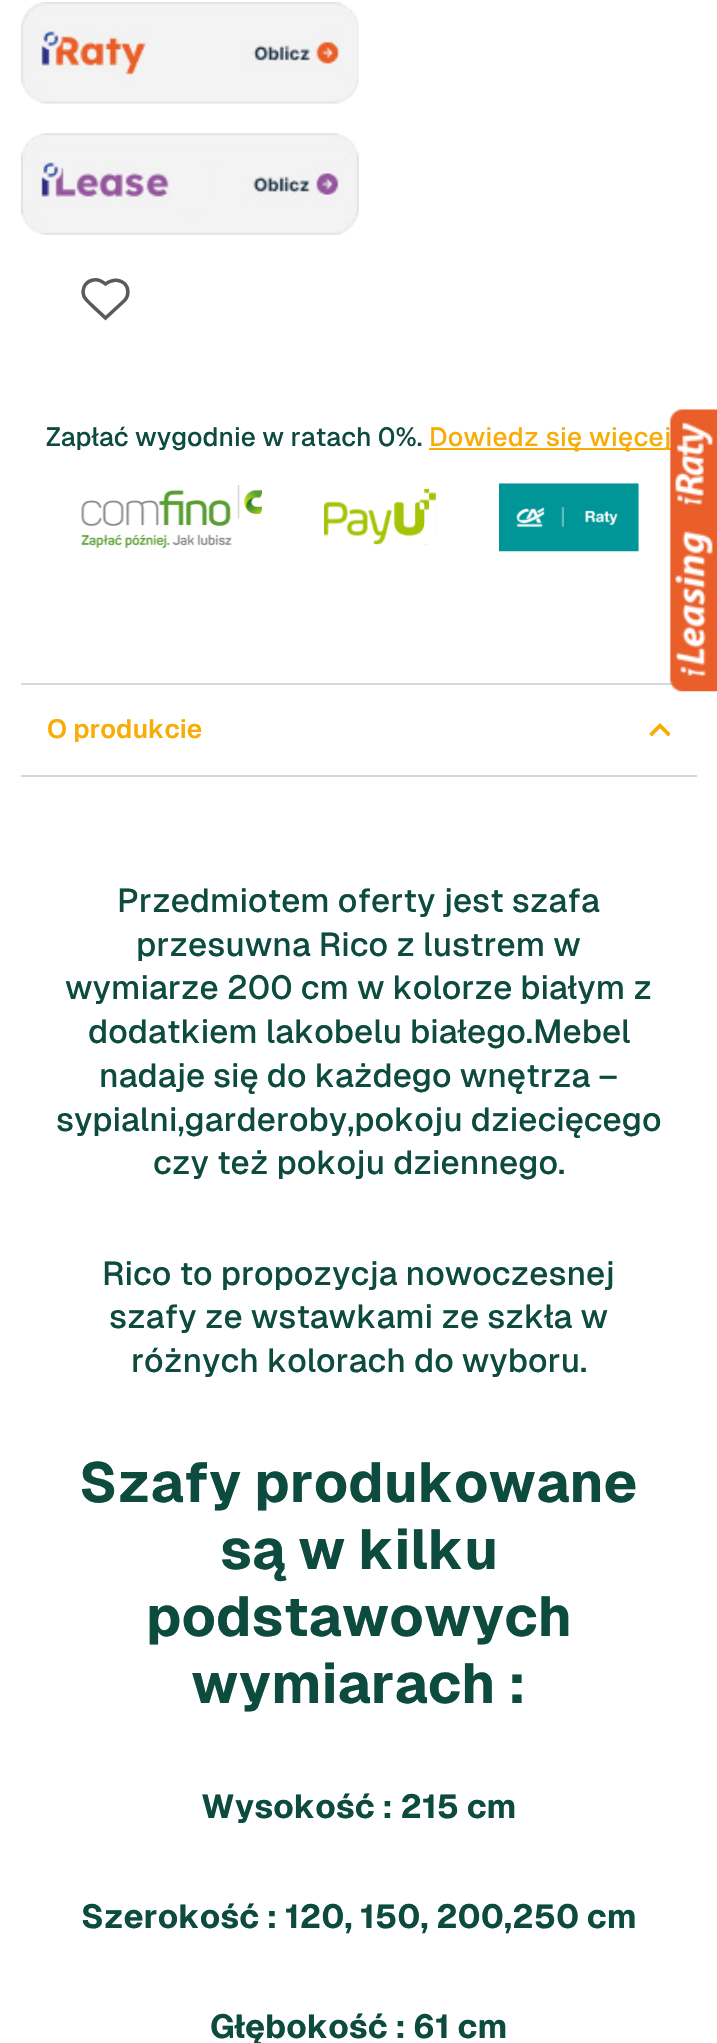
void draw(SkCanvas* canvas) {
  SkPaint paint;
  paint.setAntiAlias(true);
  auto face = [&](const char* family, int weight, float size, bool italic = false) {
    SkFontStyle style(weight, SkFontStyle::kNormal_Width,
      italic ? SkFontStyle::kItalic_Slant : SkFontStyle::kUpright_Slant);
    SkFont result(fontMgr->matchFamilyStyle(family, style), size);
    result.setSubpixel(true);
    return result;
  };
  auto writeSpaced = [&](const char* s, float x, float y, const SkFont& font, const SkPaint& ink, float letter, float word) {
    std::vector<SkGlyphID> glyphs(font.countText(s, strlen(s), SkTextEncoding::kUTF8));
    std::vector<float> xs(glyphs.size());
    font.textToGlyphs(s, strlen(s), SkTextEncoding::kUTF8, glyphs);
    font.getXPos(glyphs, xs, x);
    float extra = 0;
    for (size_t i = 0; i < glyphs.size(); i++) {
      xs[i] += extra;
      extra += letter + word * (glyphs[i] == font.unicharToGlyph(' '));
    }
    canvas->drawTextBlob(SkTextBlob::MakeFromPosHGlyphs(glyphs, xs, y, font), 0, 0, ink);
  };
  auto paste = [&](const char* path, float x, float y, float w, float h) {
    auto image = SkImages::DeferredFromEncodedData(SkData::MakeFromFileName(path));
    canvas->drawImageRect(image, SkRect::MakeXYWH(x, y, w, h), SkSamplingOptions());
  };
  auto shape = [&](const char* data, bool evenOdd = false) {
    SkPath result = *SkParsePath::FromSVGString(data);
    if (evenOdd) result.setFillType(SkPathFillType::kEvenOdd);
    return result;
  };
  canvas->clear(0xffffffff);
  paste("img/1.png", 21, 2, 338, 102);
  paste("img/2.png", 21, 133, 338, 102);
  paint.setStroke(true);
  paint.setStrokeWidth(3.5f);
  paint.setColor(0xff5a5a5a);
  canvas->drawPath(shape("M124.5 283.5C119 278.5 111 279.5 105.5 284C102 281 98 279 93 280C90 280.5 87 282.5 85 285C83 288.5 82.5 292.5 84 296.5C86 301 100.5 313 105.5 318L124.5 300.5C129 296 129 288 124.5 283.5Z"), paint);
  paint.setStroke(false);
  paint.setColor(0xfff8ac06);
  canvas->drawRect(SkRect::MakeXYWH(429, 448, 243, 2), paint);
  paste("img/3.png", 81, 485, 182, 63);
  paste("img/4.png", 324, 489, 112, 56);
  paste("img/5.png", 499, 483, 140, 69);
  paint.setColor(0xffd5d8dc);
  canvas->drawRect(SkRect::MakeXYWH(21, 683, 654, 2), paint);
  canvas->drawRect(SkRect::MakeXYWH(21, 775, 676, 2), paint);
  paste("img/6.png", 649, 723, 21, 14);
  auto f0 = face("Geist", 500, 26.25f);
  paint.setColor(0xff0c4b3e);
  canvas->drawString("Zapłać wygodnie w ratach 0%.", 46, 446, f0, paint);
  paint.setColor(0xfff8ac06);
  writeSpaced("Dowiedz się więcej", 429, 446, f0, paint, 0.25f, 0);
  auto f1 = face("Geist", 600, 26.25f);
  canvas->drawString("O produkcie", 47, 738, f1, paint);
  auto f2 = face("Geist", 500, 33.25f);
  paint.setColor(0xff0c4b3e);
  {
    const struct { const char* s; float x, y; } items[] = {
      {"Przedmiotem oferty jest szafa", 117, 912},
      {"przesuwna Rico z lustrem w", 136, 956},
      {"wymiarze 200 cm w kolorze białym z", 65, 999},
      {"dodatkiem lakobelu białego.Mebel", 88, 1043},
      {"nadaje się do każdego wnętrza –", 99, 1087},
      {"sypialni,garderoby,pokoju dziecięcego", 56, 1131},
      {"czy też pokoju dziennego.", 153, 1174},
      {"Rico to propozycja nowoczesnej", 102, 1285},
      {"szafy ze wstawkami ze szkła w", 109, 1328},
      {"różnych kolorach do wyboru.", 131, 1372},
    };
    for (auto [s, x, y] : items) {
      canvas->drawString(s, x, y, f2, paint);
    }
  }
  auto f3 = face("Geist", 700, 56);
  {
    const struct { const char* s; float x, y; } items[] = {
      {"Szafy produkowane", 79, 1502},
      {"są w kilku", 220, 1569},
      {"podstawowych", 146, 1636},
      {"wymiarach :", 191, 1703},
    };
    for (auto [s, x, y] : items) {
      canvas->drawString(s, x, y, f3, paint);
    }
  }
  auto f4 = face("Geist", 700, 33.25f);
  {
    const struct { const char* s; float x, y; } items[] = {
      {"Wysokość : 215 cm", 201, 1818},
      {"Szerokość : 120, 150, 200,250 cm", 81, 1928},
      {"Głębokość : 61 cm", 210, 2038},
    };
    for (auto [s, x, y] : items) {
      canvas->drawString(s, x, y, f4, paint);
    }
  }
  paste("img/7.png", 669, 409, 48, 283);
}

_ _ _

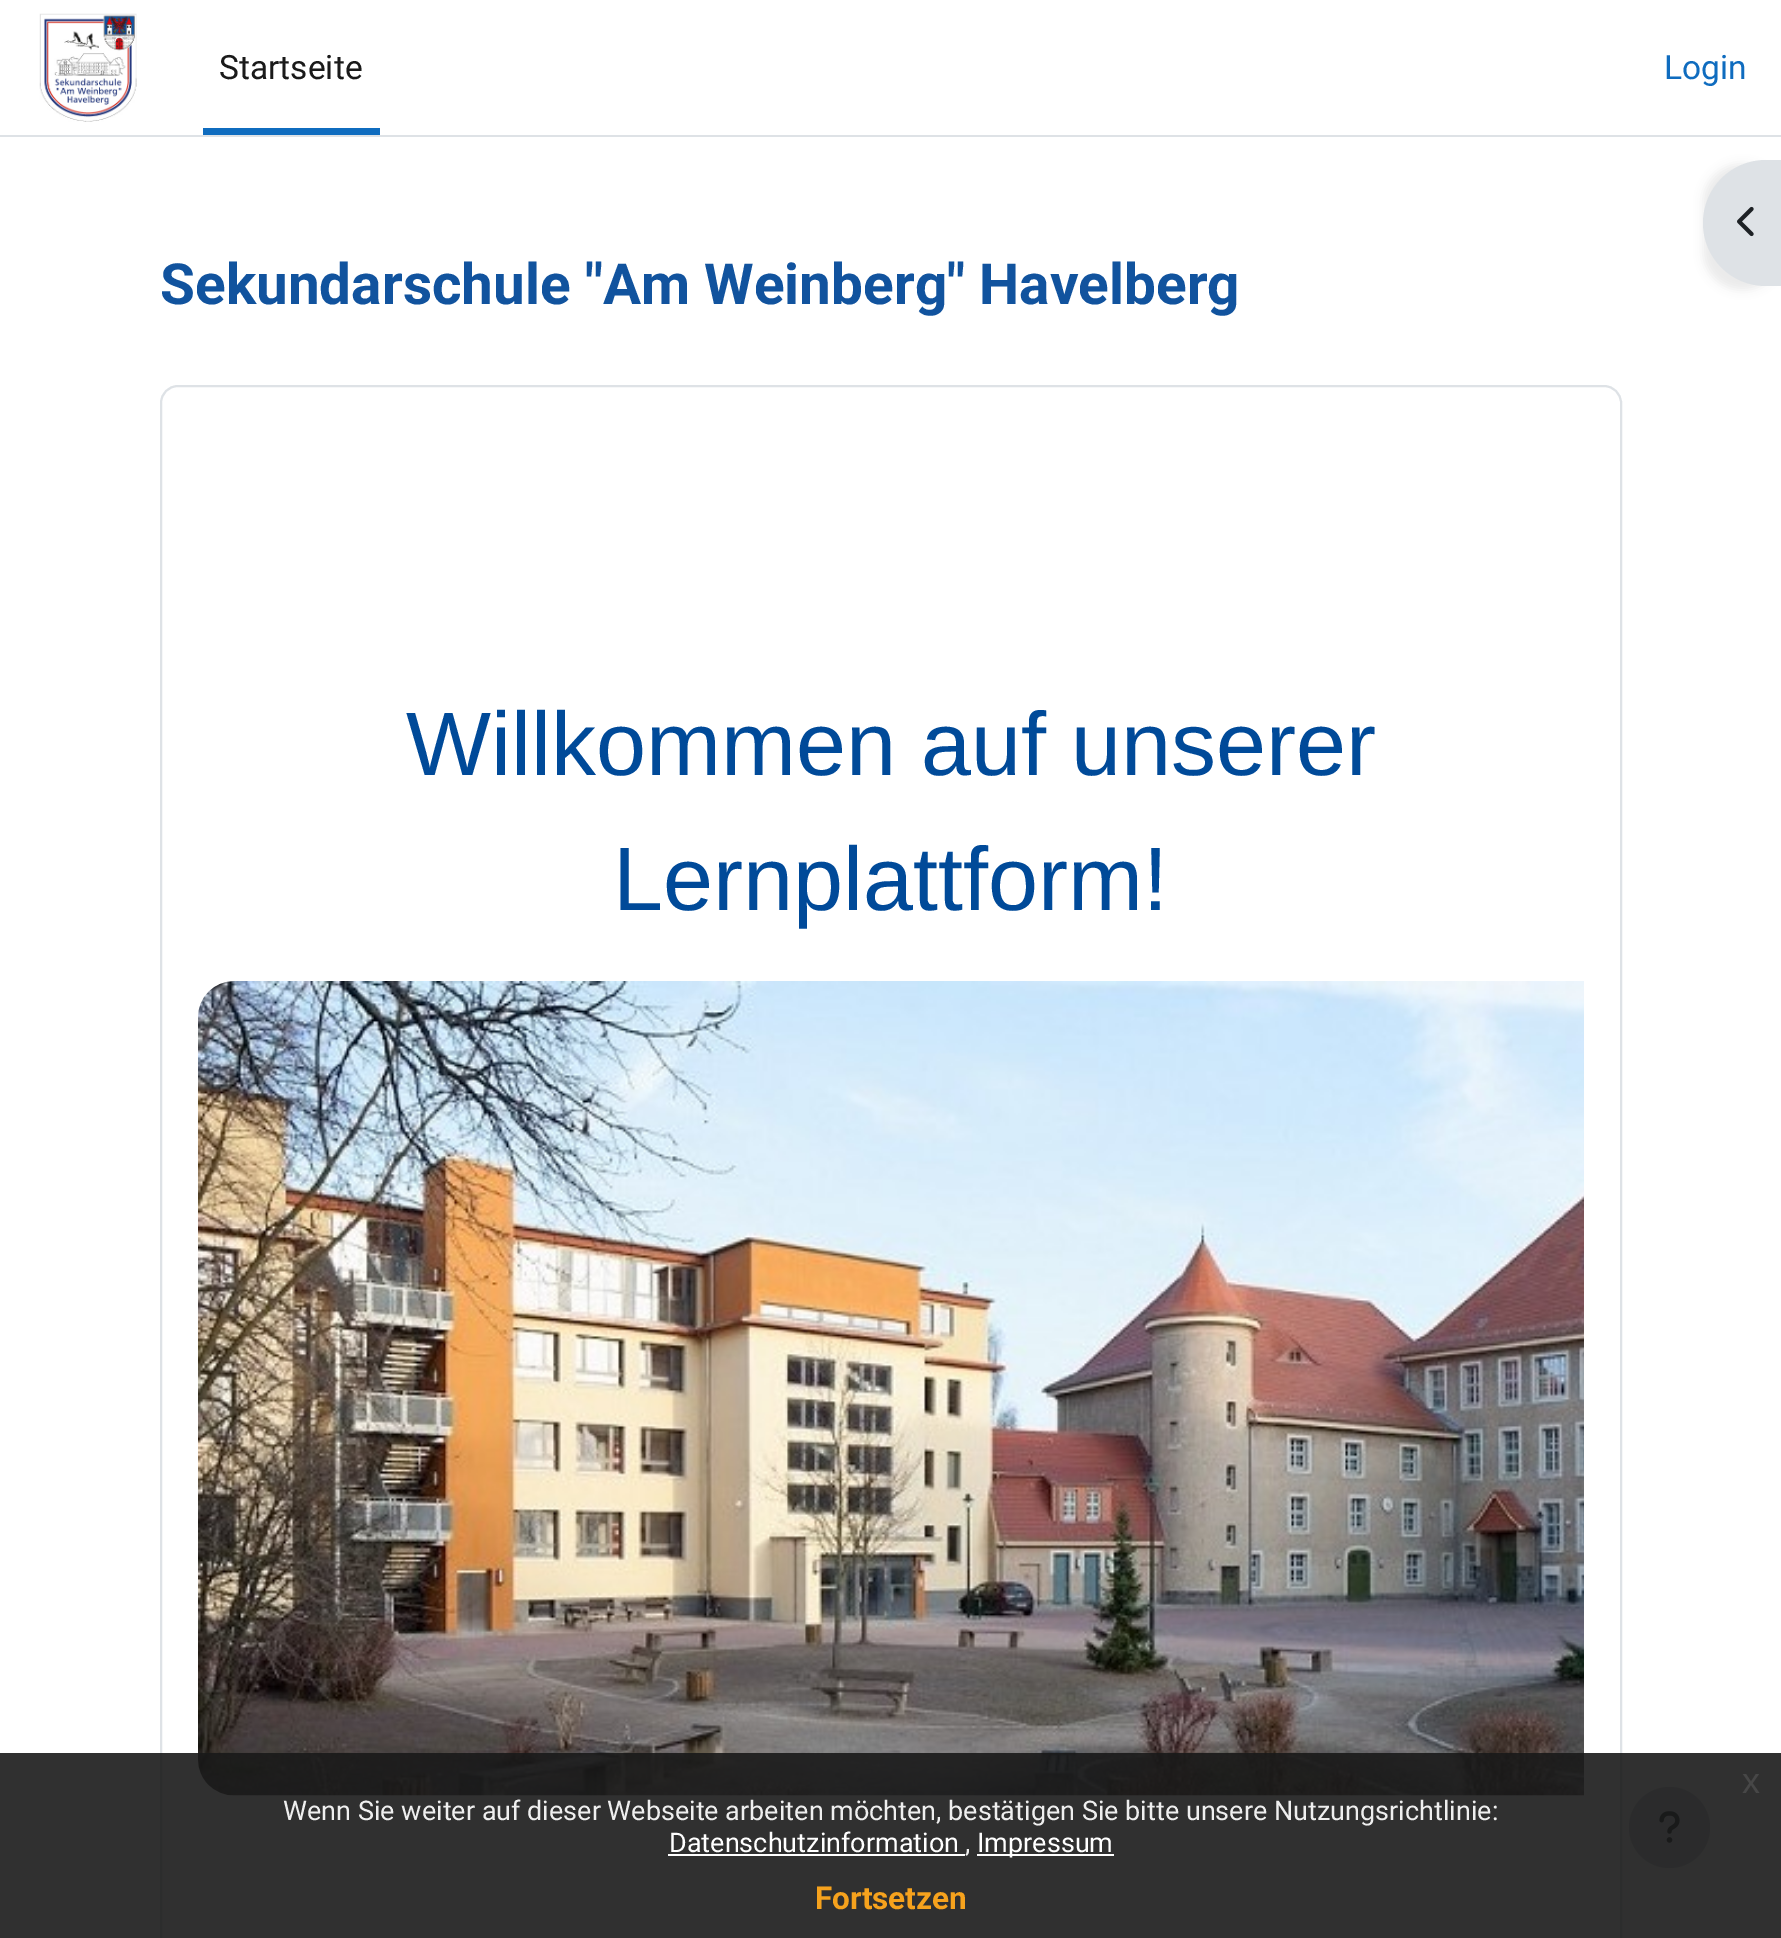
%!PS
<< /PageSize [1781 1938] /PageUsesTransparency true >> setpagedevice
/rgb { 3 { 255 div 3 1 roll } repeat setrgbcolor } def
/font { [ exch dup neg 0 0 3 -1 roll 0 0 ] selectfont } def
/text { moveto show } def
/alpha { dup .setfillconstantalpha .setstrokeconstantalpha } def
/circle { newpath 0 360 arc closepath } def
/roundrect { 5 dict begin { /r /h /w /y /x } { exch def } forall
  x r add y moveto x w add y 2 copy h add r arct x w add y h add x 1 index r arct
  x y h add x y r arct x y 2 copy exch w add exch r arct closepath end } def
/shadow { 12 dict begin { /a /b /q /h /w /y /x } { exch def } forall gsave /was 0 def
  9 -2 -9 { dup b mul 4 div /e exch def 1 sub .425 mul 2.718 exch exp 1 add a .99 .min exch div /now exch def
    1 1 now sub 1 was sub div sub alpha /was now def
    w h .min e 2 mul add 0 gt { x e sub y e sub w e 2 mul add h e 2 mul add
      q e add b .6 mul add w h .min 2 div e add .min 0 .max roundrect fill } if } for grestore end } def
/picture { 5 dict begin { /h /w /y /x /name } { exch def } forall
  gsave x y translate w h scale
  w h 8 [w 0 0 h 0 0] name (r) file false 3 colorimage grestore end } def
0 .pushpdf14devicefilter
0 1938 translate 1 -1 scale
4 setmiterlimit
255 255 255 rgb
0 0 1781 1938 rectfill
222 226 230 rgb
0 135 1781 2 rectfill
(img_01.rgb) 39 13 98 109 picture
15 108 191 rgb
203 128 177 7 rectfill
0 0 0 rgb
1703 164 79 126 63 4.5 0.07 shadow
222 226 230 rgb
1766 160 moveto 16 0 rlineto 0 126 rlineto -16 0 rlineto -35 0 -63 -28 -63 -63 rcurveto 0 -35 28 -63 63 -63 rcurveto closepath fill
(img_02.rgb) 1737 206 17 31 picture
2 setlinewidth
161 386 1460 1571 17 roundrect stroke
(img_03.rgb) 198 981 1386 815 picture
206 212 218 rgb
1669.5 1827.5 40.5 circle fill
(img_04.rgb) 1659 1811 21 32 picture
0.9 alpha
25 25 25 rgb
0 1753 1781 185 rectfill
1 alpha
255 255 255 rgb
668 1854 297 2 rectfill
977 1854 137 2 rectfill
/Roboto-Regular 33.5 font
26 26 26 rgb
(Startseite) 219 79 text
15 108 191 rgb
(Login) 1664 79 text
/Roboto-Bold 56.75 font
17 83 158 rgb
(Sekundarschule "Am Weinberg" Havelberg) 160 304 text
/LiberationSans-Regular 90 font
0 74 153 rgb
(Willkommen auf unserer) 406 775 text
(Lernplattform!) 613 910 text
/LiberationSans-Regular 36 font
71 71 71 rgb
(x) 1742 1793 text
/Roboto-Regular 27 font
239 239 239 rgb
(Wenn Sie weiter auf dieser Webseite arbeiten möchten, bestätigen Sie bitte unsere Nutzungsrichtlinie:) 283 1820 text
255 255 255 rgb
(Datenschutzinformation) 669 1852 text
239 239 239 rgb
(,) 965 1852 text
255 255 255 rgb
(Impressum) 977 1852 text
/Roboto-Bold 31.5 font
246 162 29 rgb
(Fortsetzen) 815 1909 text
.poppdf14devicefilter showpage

_ _ _

If a line in the entries contains "dict", copy it.

— SOLUTION —
/roundrect { 5 dict begin { /r /h /w /y /x } { exch def } forall
/shadow { 12 dict begin { /a /b /q /h /w /y /x } { exch def } forall gsave /was 0 def
/picture { 5 dict begin { /h /w /y /x /name } { exch def } forall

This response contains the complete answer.